Task directions: Nothing but a number is wanted: the count of lines in the records below that include "street".

Material for this exercise:
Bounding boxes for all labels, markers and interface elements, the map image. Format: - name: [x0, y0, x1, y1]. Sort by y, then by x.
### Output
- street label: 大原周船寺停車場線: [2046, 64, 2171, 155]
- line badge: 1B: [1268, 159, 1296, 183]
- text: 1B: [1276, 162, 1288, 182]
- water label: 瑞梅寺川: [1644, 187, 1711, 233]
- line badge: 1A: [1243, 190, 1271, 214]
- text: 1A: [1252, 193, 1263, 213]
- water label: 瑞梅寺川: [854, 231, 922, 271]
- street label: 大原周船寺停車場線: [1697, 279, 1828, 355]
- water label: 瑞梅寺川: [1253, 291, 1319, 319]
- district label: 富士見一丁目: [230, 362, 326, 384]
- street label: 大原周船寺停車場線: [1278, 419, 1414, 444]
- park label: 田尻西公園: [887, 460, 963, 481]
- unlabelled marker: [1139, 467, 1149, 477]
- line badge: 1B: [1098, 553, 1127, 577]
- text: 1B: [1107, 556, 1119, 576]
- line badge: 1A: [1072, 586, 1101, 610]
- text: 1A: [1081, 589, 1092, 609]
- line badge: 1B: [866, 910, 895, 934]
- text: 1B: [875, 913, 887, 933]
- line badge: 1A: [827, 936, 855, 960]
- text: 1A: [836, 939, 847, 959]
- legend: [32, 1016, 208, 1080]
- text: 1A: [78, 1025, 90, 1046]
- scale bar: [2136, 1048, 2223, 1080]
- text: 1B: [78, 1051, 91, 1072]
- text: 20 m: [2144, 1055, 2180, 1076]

Task answer: 3